Now for Joshua’s Guest Post

Kincaid Kingsley and I: The Man Behind the Character

The main character of my novel, The Angels of Autumn, Kincaid Kingsley might just be a little more “me” than I care to admit. First and foremost, I am a Kingsley. It is my grandmother’s maiden name. The Kingsleys are one of the founding families of the town in which I live, quite prominent really. Of course, we share similar traits, the most striking being that we are both gay

I began to write The Angels of Autumn upon my move back to what might be considered my hometown.
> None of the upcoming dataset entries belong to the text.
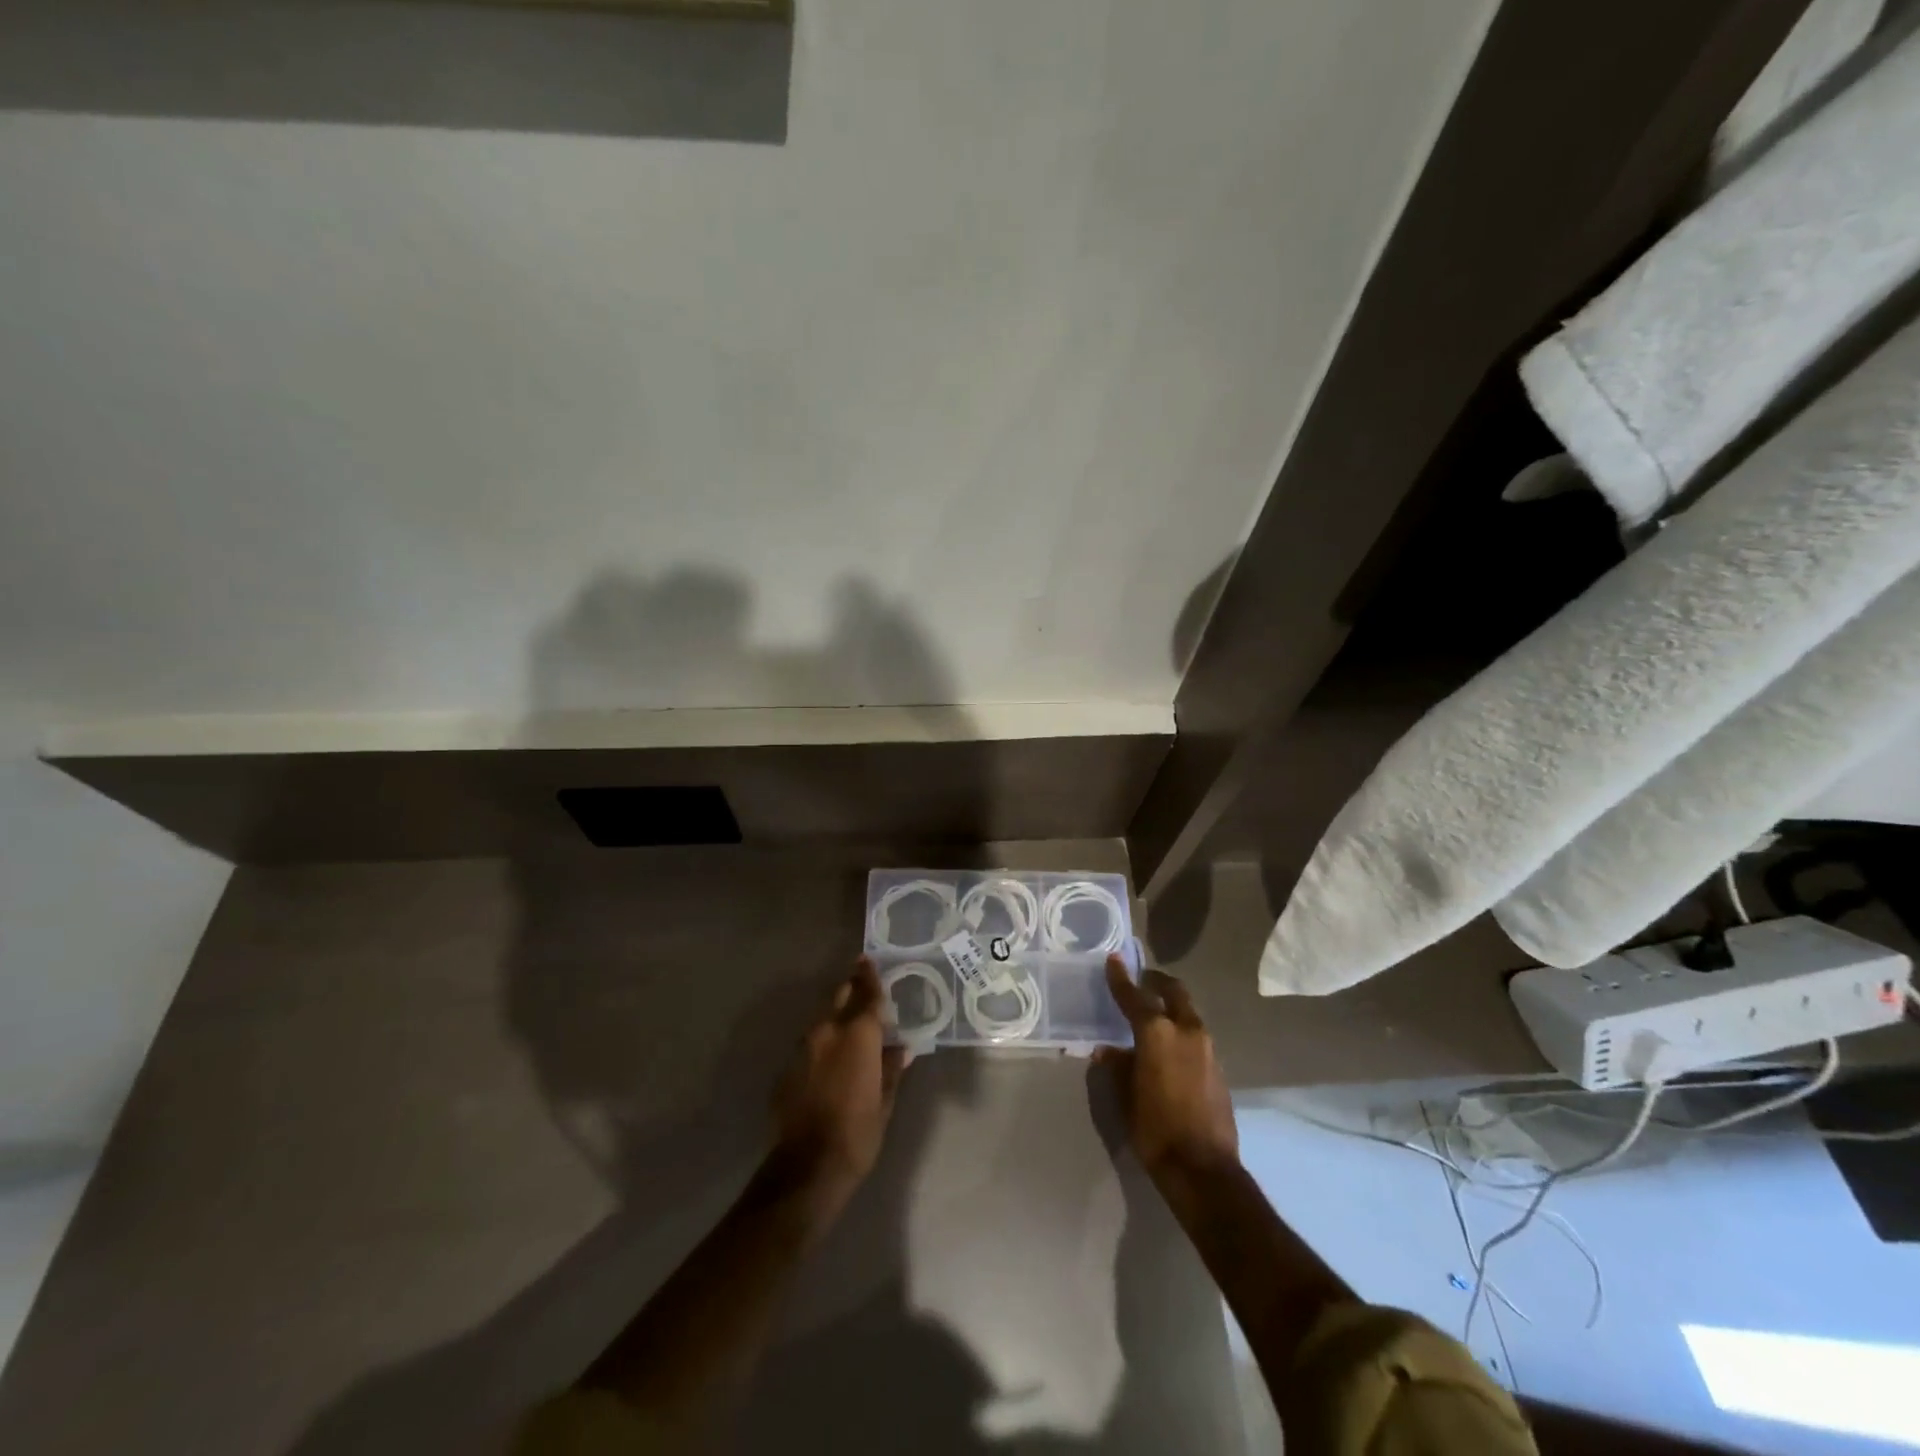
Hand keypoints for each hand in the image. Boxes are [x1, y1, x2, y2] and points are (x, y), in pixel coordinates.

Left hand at [771, 958, 907, 1202]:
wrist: (807, 1167)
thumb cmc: (858, 1133)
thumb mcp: (884, 1101)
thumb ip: (891, 1069)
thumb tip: (900, 1049)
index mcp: (858, 1034)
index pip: (867, 994)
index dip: (869, 976)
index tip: (868, 959)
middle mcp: (828, 1031)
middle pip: (840, 997)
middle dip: (851, 990)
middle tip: (862, 987)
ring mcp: (803, 1048)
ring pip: (823, 1019)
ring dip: (837, 1017)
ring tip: (850, 1026)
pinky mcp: (788, 1068)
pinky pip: (810, 1044)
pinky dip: (823, 1043)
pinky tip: (831, 1060)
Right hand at [1095, 955, 1237, 1185]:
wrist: (1204, 1170)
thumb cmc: (1155, 1130)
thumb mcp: (1125, 1097)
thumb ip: (1117, 1066)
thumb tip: (1108, 1050)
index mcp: (1158, 1033)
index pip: (1135, 996)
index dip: (1121, 978)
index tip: (1114, 959)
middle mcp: (1186, 1031)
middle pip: (1174, 992)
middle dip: (1157, 982)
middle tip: (1142, 981)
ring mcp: (1207, 1049)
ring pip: (1188, 1013)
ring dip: (1171, 1007)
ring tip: (1153, 1016)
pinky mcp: (1218, 1068)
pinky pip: (1196, 1036)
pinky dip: (1181, 1031)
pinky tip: (1168, 1048)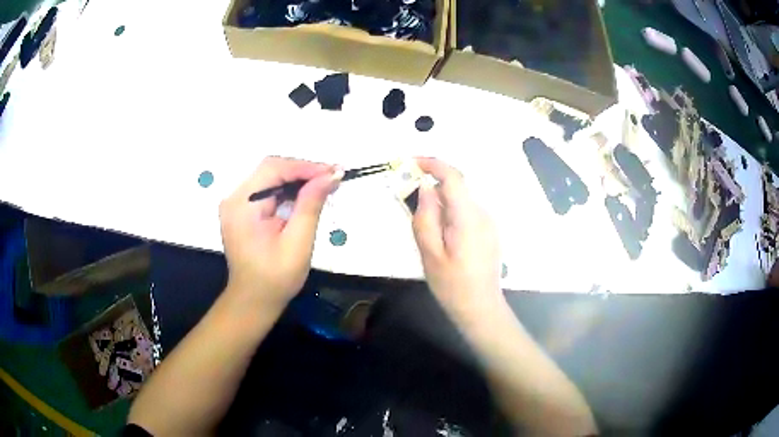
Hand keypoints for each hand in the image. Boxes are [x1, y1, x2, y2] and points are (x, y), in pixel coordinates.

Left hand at [219, 157, 342, 307]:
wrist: (253, 300)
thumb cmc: (276, 278)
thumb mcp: (298, 243)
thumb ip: (311, 205)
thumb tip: (330, 175)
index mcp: (242, 206)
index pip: (274, 169)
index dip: (305, 166)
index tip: (334, 172)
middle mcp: (234, 198)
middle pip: (271, 169)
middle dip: (303, 171)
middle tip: (333, 177)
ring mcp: (236, 203)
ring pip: (270, 177)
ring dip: (297, 179)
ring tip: (325, 184)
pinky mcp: (241, 210)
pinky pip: (266, 190)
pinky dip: (287, 190)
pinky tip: (306, 194)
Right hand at [412, 158, 503, 318]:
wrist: (480, 307)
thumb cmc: (452, 285)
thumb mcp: (430, 253)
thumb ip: (425, 217)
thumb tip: (425, 187)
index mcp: (468, 218)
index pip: (453, 177)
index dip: (433, 164)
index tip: (412, 162)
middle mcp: (483, 214)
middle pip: (456, 187)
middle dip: (432, 186)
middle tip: (409, 200)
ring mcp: (488, 222)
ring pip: (460, 200)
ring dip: (440, 202)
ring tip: (426, 228)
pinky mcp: (488, 230)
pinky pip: (466, 211)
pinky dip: (450, 212)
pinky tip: (442, 236)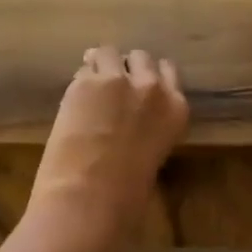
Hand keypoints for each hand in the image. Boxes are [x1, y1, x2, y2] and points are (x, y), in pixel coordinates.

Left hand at [28, 46, 188, 246]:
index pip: (168, 71)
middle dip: (127, 68)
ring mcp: (118, 80)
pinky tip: (75, 96)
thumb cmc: (125, 197)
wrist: (87, 199)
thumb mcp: (152, 156)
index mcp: (176, 109)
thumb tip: (130, 119)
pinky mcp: (86, 82)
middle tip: (112, 87)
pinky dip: (81, 78)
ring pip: (110, 53)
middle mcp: (152, 87)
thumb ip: (148, 127)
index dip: (148, 77)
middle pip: (141, 57)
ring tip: (91, 86)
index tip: (137, 85)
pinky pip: (84, 67)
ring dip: (102, 65)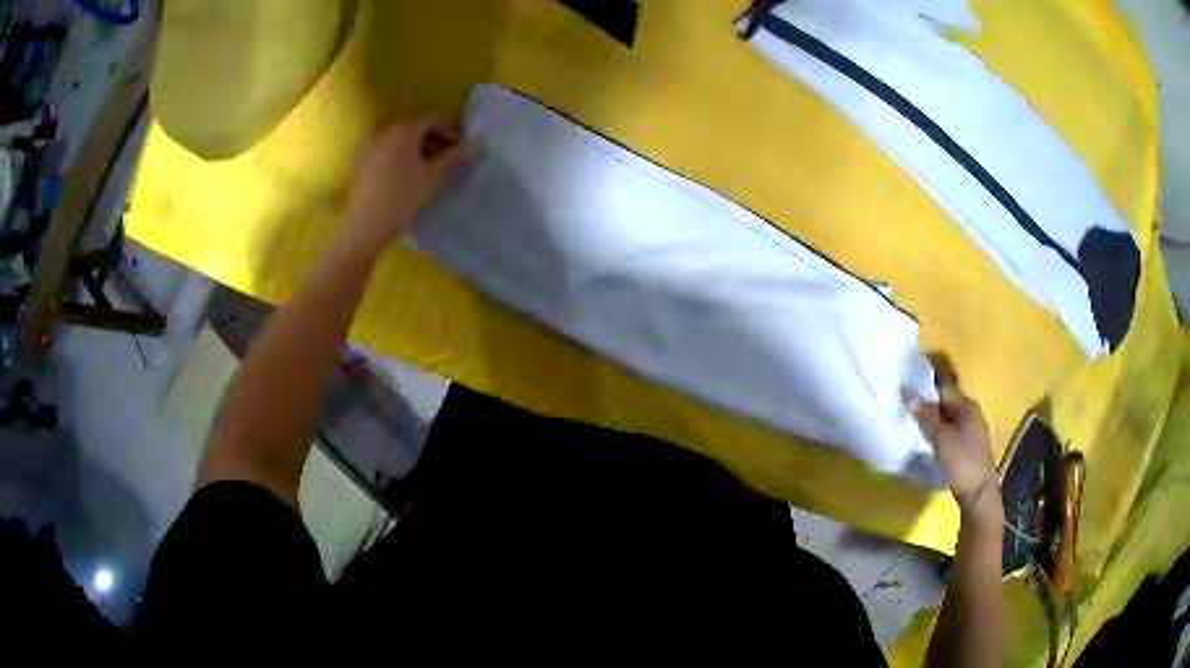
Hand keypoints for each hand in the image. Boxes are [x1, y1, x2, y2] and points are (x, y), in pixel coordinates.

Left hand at [342, 117, 461, 246]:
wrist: (366, 222)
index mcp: (403, 131)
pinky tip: (403, 173)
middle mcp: (384, 132)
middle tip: (443, 154)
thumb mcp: (431, 177)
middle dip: (429, 138)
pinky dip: (397, 155)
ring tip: (424, 165)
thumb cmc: (402, 196)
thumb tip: (463, 149)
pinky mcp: (360, 162)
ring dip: (413, 147)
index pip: (429, 120)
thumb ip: (449, 159)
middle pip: (411, 127)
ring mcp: (369, 146)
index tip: (456, 144)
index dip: (446, 129)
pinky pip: (384, 150)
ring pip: (396, 139)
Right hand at [908, 379, 1001, 521]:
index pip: (943, 388)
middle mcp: (972, 413)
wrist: (979, 493)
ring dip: (933, 421)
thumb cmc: (961, 461)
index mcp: (967, 405)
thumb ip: (926, 417)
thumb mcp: (941, 439)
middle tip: (906, 411)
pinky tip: (929, 442)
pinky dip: (939, 433)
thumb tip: (909, 395)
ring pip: (948, 419)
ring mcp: (972, 430)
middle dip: (928, 406)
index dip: (925, 388)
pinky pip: (951, 432)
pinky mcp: (969, 446)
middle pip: (946, 403)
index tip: (907, 391)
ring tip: (914, 426)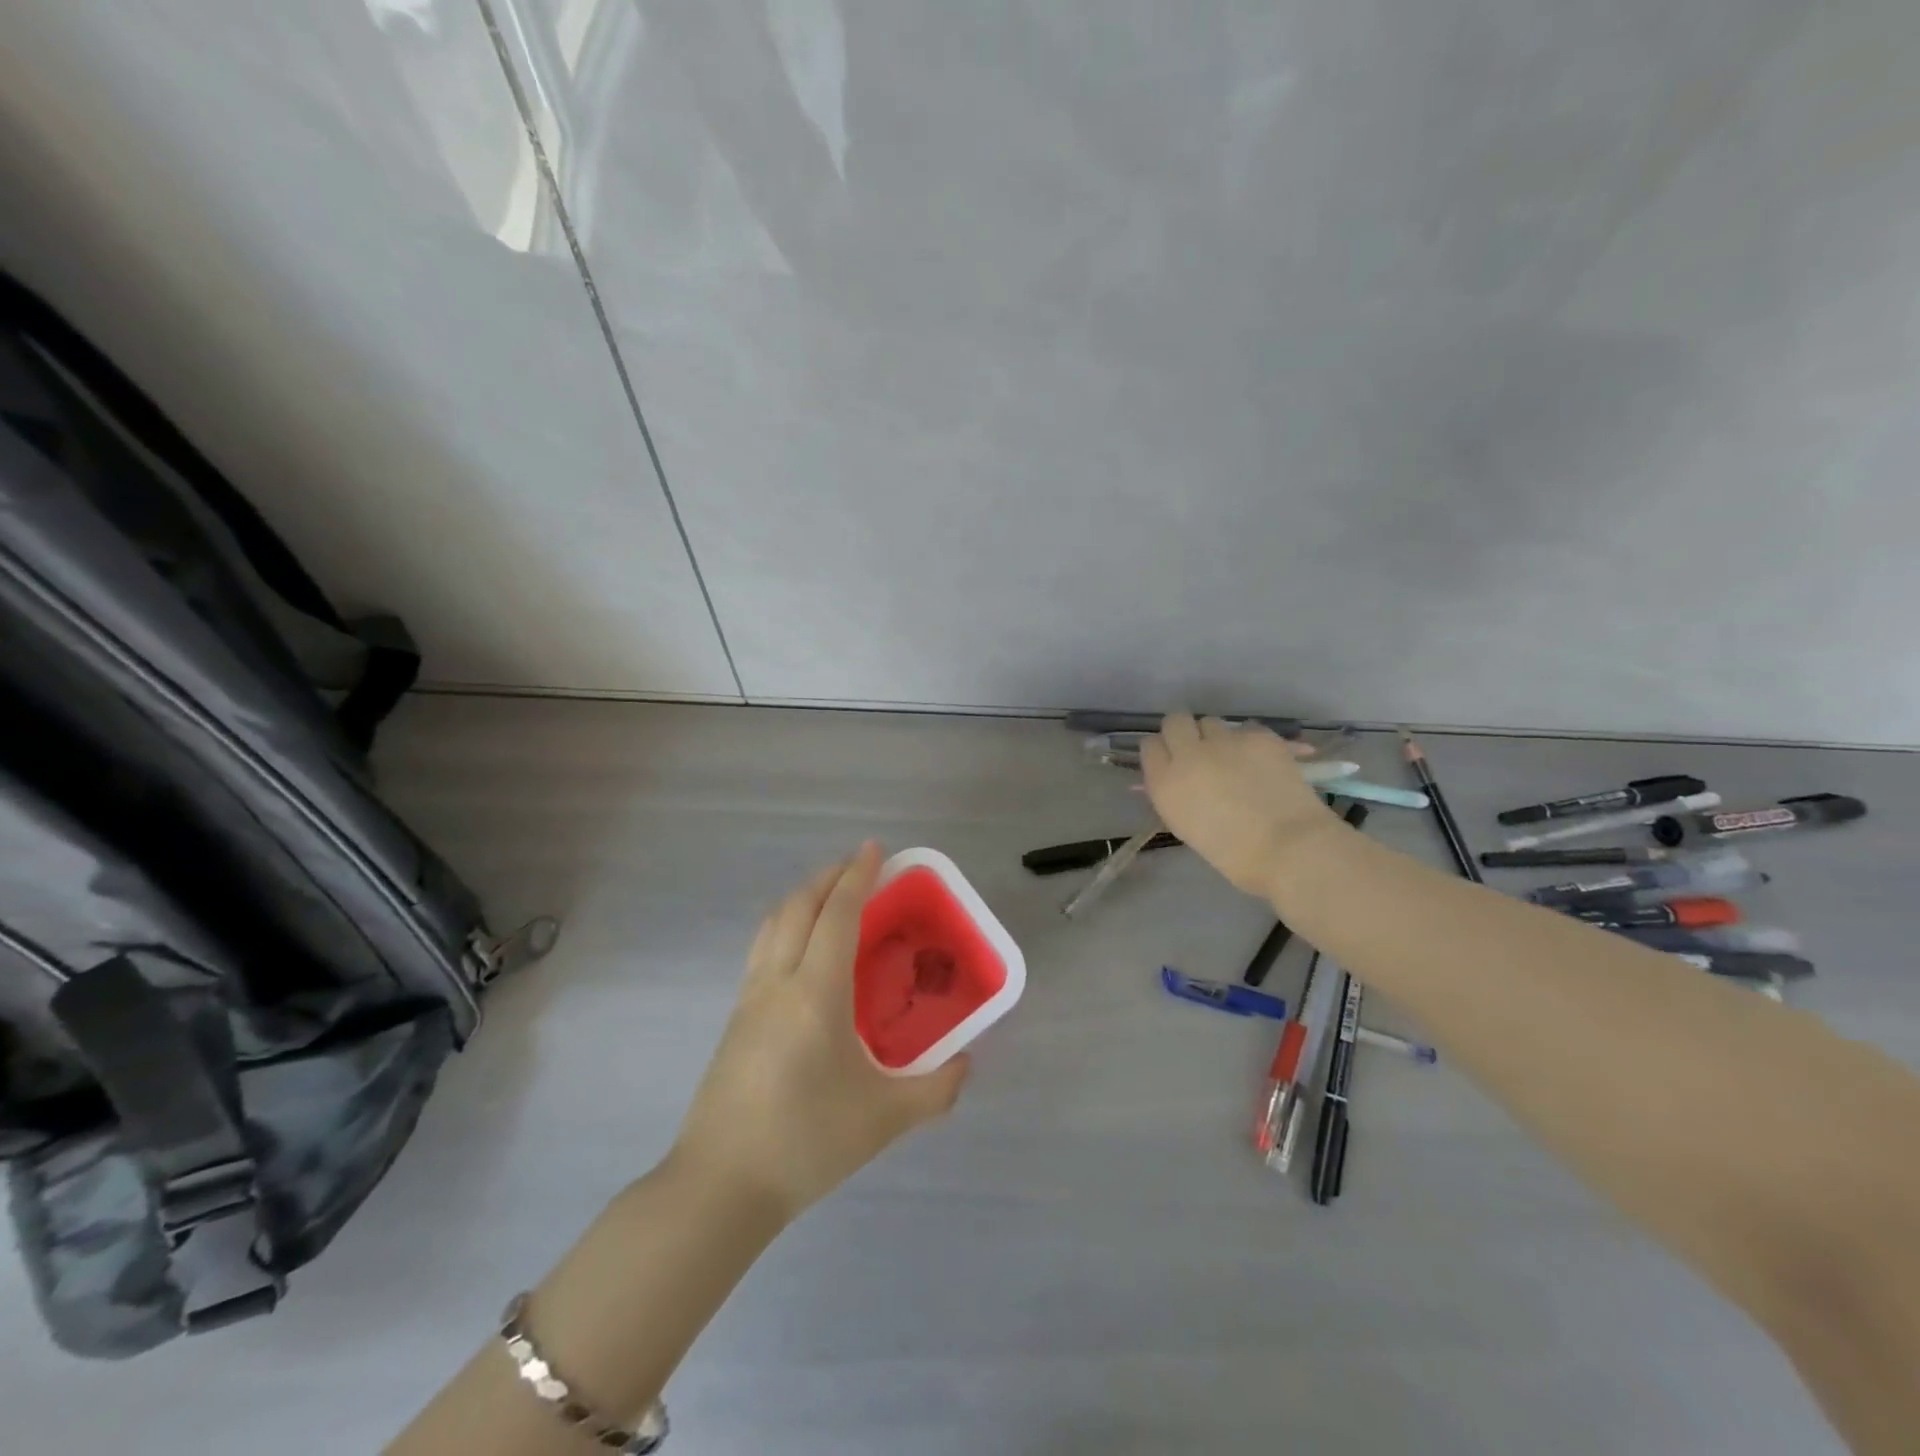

It is the reddest part of a blue state, the realization of which was actually quite disturbing. There is no doubt that political frustrations play a large role in the story and are a manifestation of my own experiences here.

Reading the shockingly absurd amount of homophobic bigotry in the local paper, both in the Letters to the Editor and various syndicated articles, was an eye-opener. It was hard to believe such hate is still alive and well… and unapologetically expressed in a liberally dominated commonwealth. We only have one local newspaper and it is the voice of the region. I’ve had heated exchanges with the editor and he seems to think that the propagation and promotion of such prejudices is okay. Unbelievable. I couldn’t help but begin to wonder: Was my move here a mistake? Well, yes it was. One that I will be rectifying.

Be that as it may, fiction is more often than not a reflection of reality. My story involves a good deal more than merely feeling unwelcome in one’s town, but it could certainly be boiled down to such sentiment. There is anger. There is disappointment. There is resentment. I express these feelings very articulately in my novel, in all their flawed glory. I don’t shy away from it at all. In that, The Angels of Autumn is a very personal story, a profoundly individual one… only the evils in it are not just the shadowy sides of people. They really are monsters!


Joshua Skye was born in Jamestown, New York but predominantly grew up in the Texas Dallas-Fort Worth metroplex. He is a graduate of K.D. Studio Actor’s Conservatory of the Southwest and has worked on indie/underground films and on stage. He lives in rural Pennsylvania with his partner Ray of sixteen years and their eight year old son, Syrian. His short stories have appeared in anthologies from STARbooks Press, Knightwatch Press, Sirens Call Publications, Rainstorm Press, JMS Books and periodicals such as Blood and Lullabies. He is the author of The Singing Wind, Bareback: A Werewolf’s Tale, along with the forthcoming Midnight Rainbows, and The Grigori.